De todo modo, uma redução mais forte (0,5 ponto percentual) nas taxas de juros básicos já na próxima reunião do Comitê de Política Monetária teria razões técnicas. É preciso ajustar a curva interna de juros às taxas de captação de moeda estrangeira, que caíram para 6% em dólar nos últimos dias. Se os juros básicos forem novamente cortados a conta-gotas, as apostas em uma apreciação no real continuarão se multiplicando, forçando uma valorização, hoje indesejada, da moeda nacional.

Esse ajuste técnico não seria encarado pelo mercado como um abandono da parcimônia, até porque isso pode ficar bem claro na ata do Copom.

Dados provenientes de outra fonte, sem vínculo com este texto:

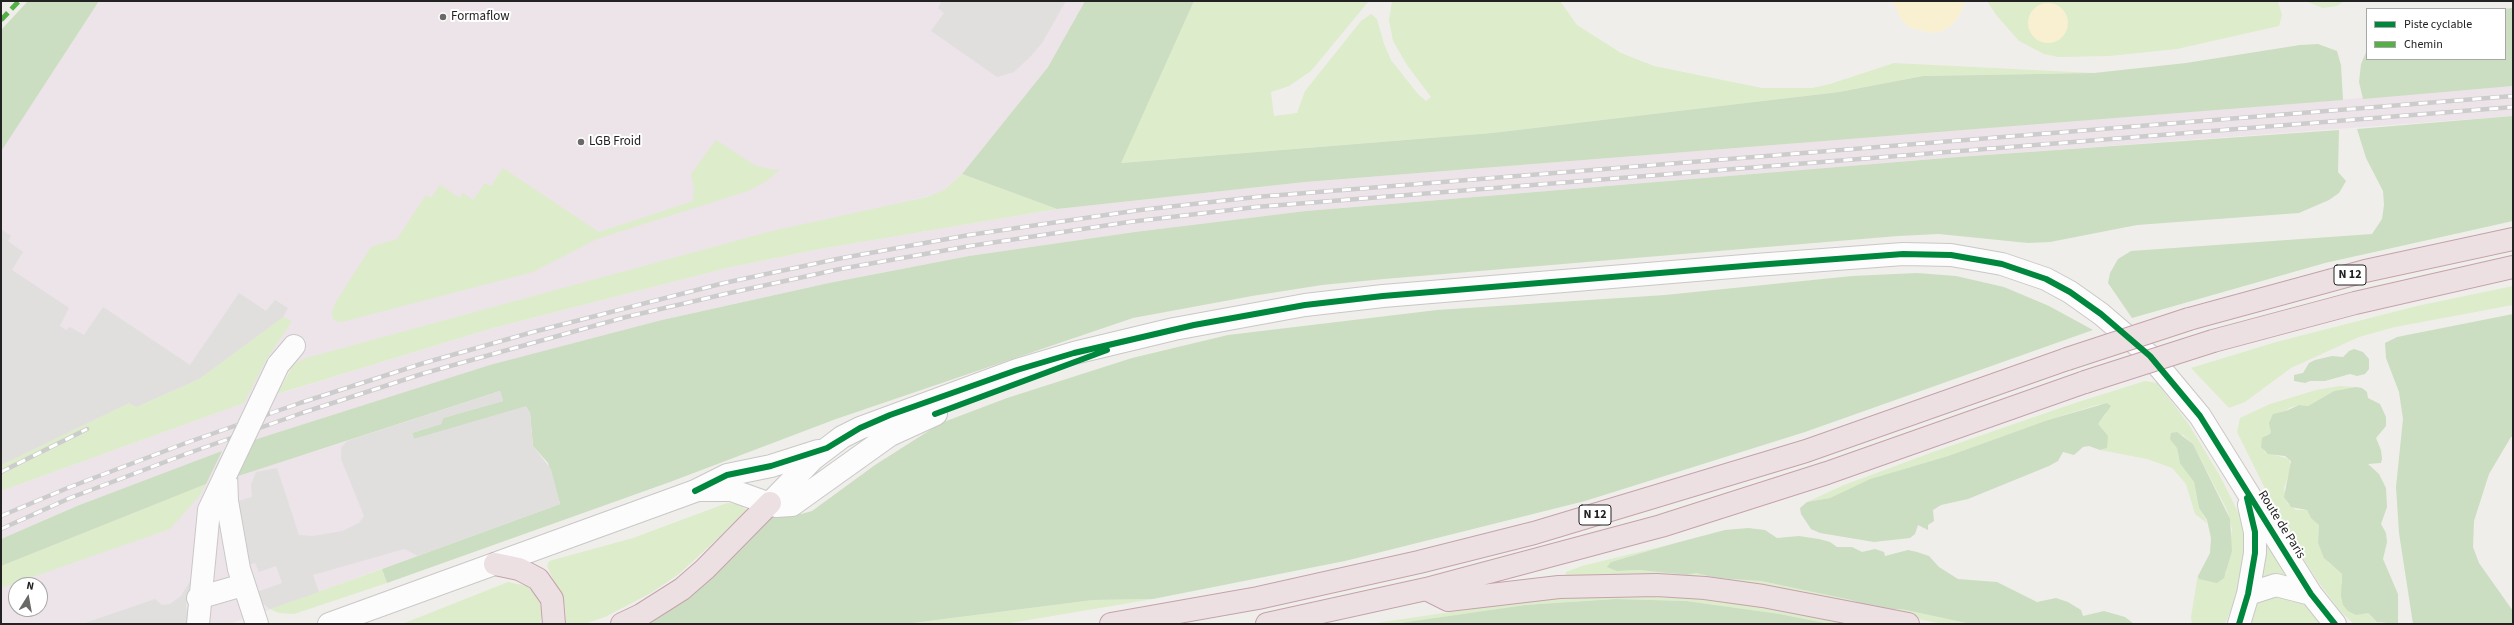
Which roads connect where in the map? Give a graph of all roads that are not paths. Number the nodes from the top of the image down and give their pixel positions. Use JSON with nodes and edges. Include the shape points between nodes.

Diz-se popularmente que cautela e caldo de galinha não fazem mal a ninguém, mas da autoridade também se espera senso de oportunidade. No fim de maio, o impacto da queda acentuada do prêmio de risco cobrado do Brasil no exterior já terá se diluído e provavelmente deixará de fazer sentido um corte de 0,5 ponto percentual nos juros básicos. Então, o momento apropriado para o corte seria mesmo agora, nesta reunião de abril, pois existe a justificativa que a inflação pode ficar abaixo do piso (2,5%) da meta.